Google’s 2-Step Verification Now Supports FIDO “Universal 2nd Factor” Open Standard

Today, Google announced that the 2-Step Verification security for its Google accounts will get even stronger thanks to new support for the Universal 2nd Factor (U2F, for short) open standard created by the FIDO Alliance.

The FIDO Alliance is a non-profit organization, founded in 2012, working on interoperable open standards protocols for secure authentication. Companies such as Google, Microsoft, Samsung, ARM, Qualcomm and others have already joined this group. The FIDO Alliance aims to make it easy to securely authenticate to devices whether it's through USB keys (such as Yubikey NEO), fingerprint or face scanning, voice recognition, or other methods.

The main advantage of using a USB "Security Key" (as Google calls it) over typing a verification code that you may have gotten from the SMS-based 2-step verification or the Google Authenticator app is that it can protect you against phishing. The USB Security Key will only work with Google's websites if it recognizes them.

Right now, though, Google's websites will only accept this login method within the Chrome browser (version 38 or later), but Google hopes other browsers will adopt it soon, too. Mozilla is usually on the same page with Google when it comes to security and open standards, and Microsoft has already joined the group as well, so we can probably expect support for the FIDO U2F in the next version of Internet Explorer.

Apple could be the last one to hold out on adopting any of the standards from the FIDO Alliance, considering the company now has its own protocol for fingerprint scanning. Apple has recently started allowing iPhone users to pay for online purchases by using Touch ID, and in the future it may also add Touch ID to its Macbooks.

USB keys are probably not going to become mainstream, which is why this functionality should probably be built into smartwatches, which can then connect through NFC and authenticate laptops or mobile devices. Google's Android 5.0 operating system already allows something similar, but it only works to unlock the devices, not log in to any websites. Another disadvantage of USB keys is that they can't work with mobile devices, unlike the NFC-based smartwatch solution.
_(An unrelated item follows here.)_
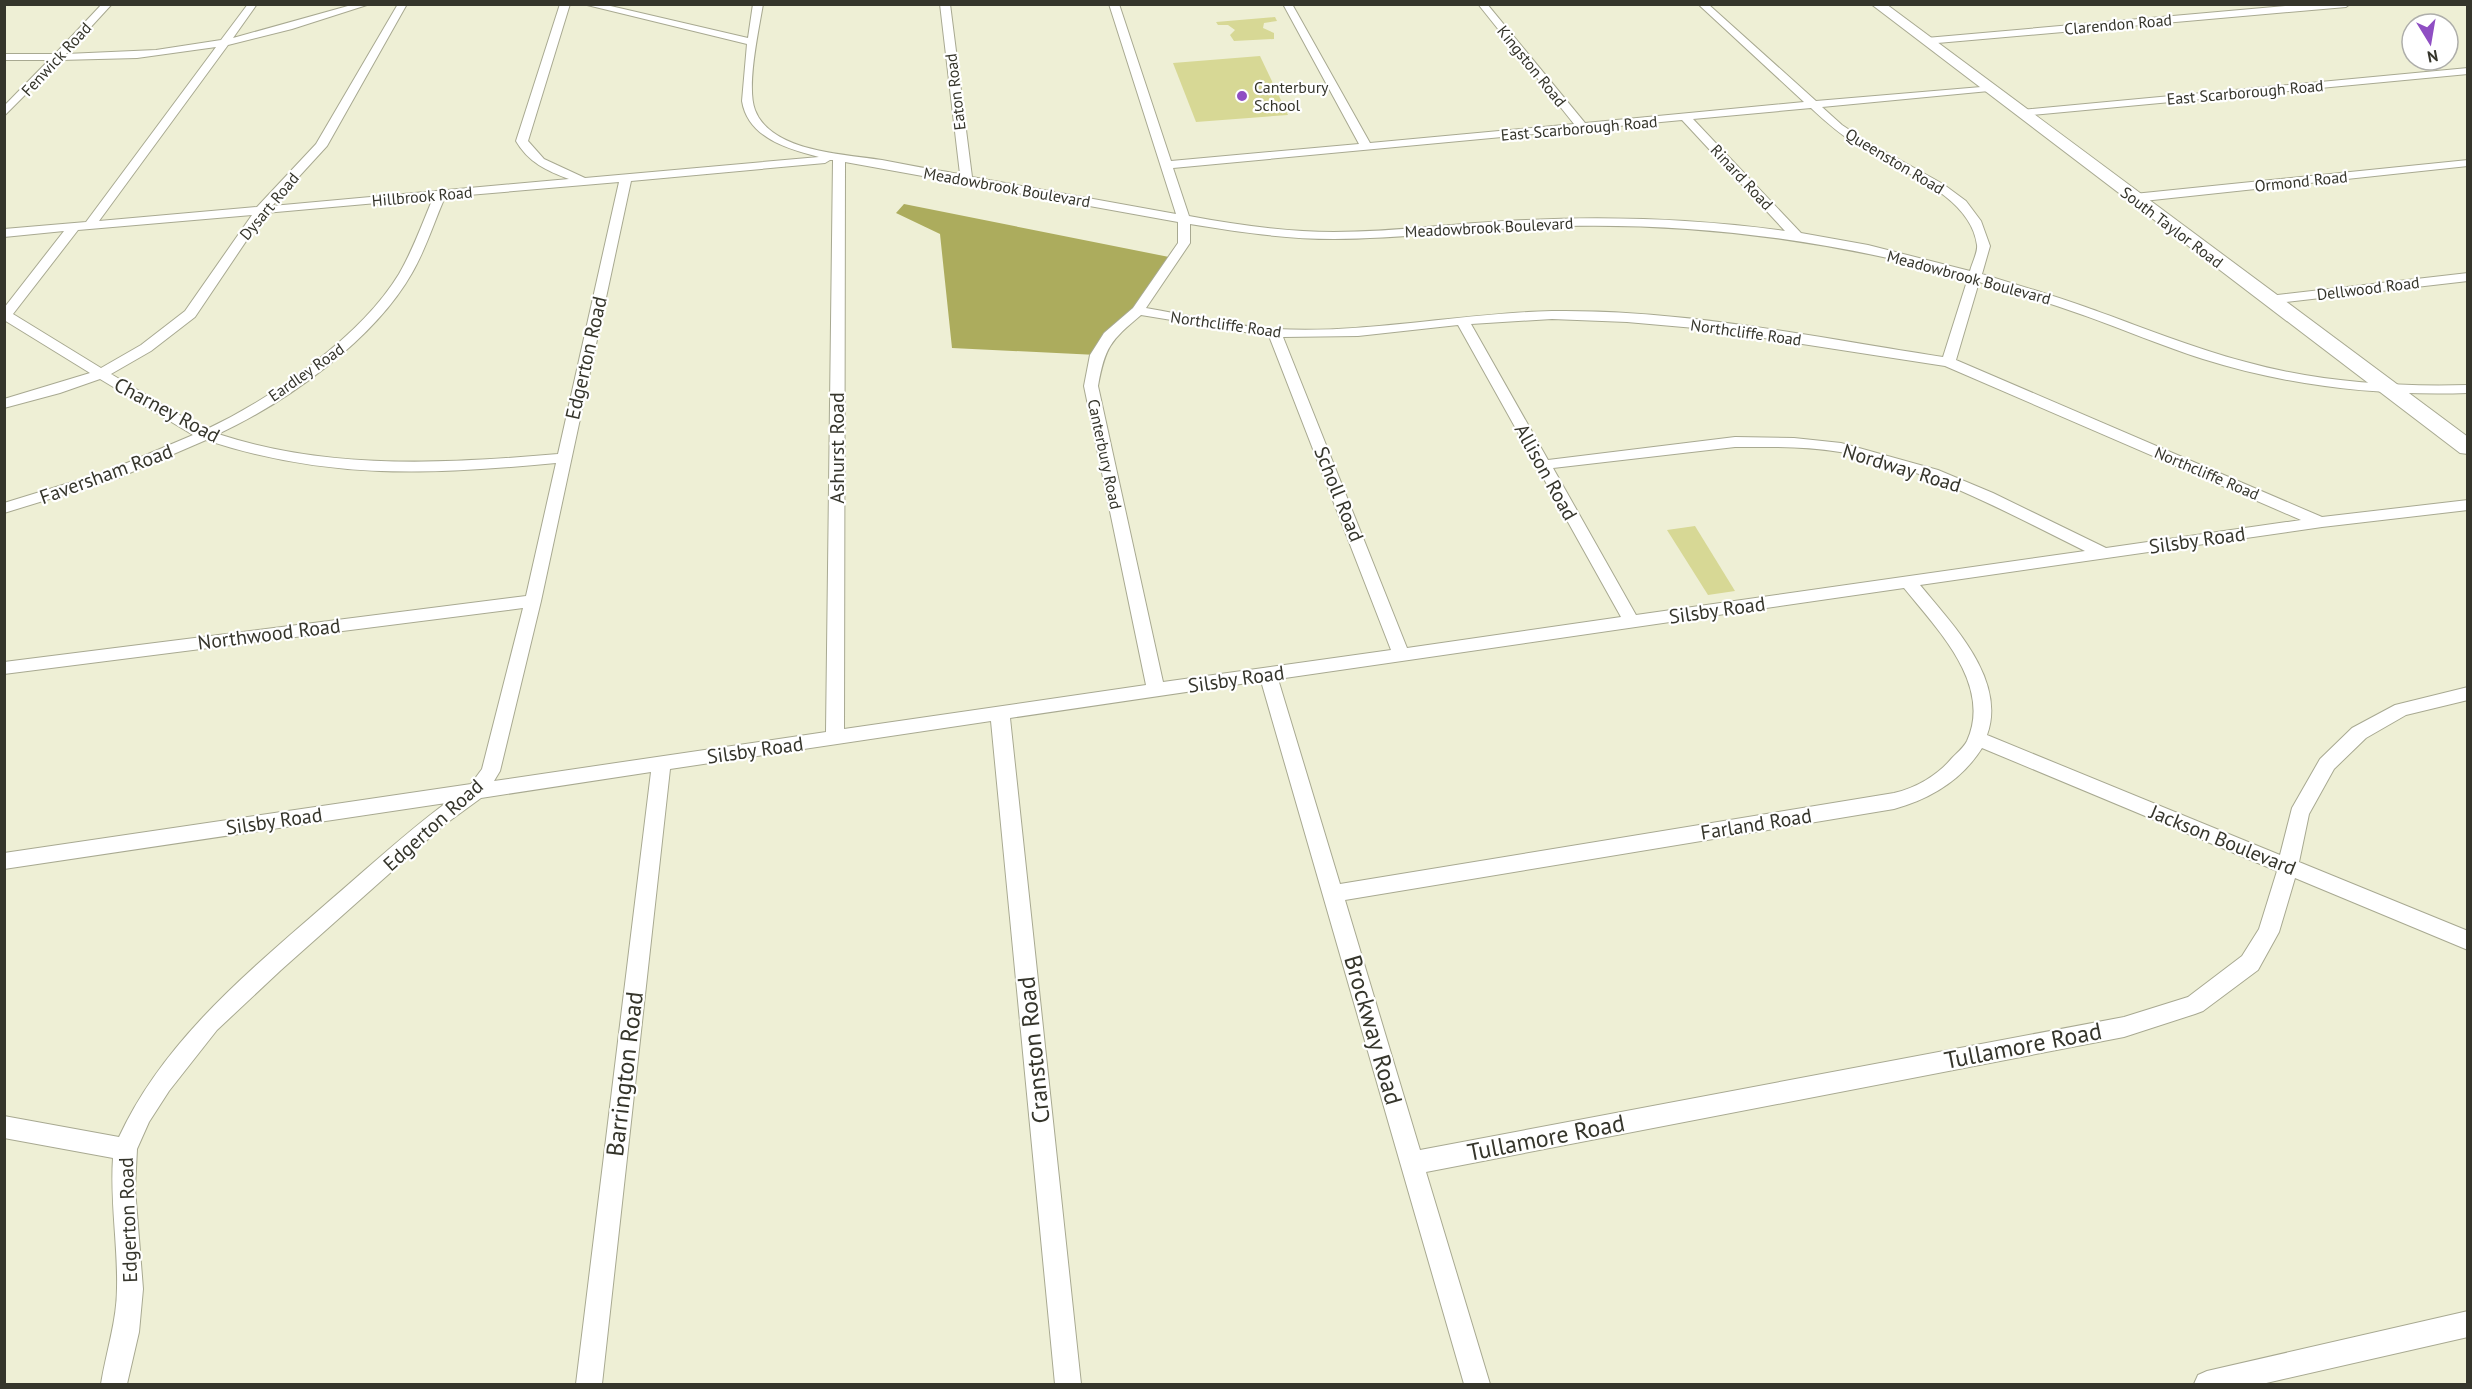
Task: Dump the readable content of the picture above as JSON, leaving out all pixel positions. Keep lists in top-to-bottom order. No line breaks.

Still, for people who want to be extra-secure and don't want to risk having their smartwatches compromised by malware, the USB keys are a good solution, especially if most browsers are going to adopt an interoperable standard in the near future.

Follow us @tomshardware, on Facebook and on Google+.

Lucian Armasu
Lucian Armasu is a Contributing Writer for Tom's Hardware US. He covers software news and the issues surrounding privacy and security.
  • ubercake
    When your fingerprint becomes data or your voiceprint becomes data, it can be hacked. Hacking it will simply require going after different data.
  • ChronosVRdS
    "USB keys are probably not going to become mainstream", I disagree, Yubikey NEO is USB Key and NFC enabled, kind 2-in-1 solution, it works with your pc and mobile! No battery, better protection, less bulky, and way cheaper than a smartwatch!
  • Solandri
    When your fingerprint becomes data or your voiceprint becomes data, it can be hacked. Hacking it will simply require going after different data.
    That's why something like a USB key can work. Designed properly, it doesn't rely on data. It relies on a algorithm which can't be read over the USB connection.

    You hard-code a private key into the USB stick's hardware. You design it so there is no way to access this private key over the USB connection, and trying to access it directly destroys the circuitry. Only data can be sent to and read from the USB connection - all computations are handled within the USB stick's hardware.

    Google then encrypts a data packet containing a challenge using its private key and the USB stick's public key. It transmits that data packet to your computer, which sends it to the USB stick. The USB stick decrypts it using its private key and Google's public key. It is now able to read the challenge.

    Your computer then generates the appropriate response (e.g. you type in your gmail password), and encrypts it with its private key and Google's public key. That encrypted data is transmitted back to Google which decrypts it using its private key and the USB stick's public key.

    If the decrypted data contains the correct response to the challenge, then Google has confirmed that the actual physical USB stick they sent the challenge to was in fact the one which sent the response.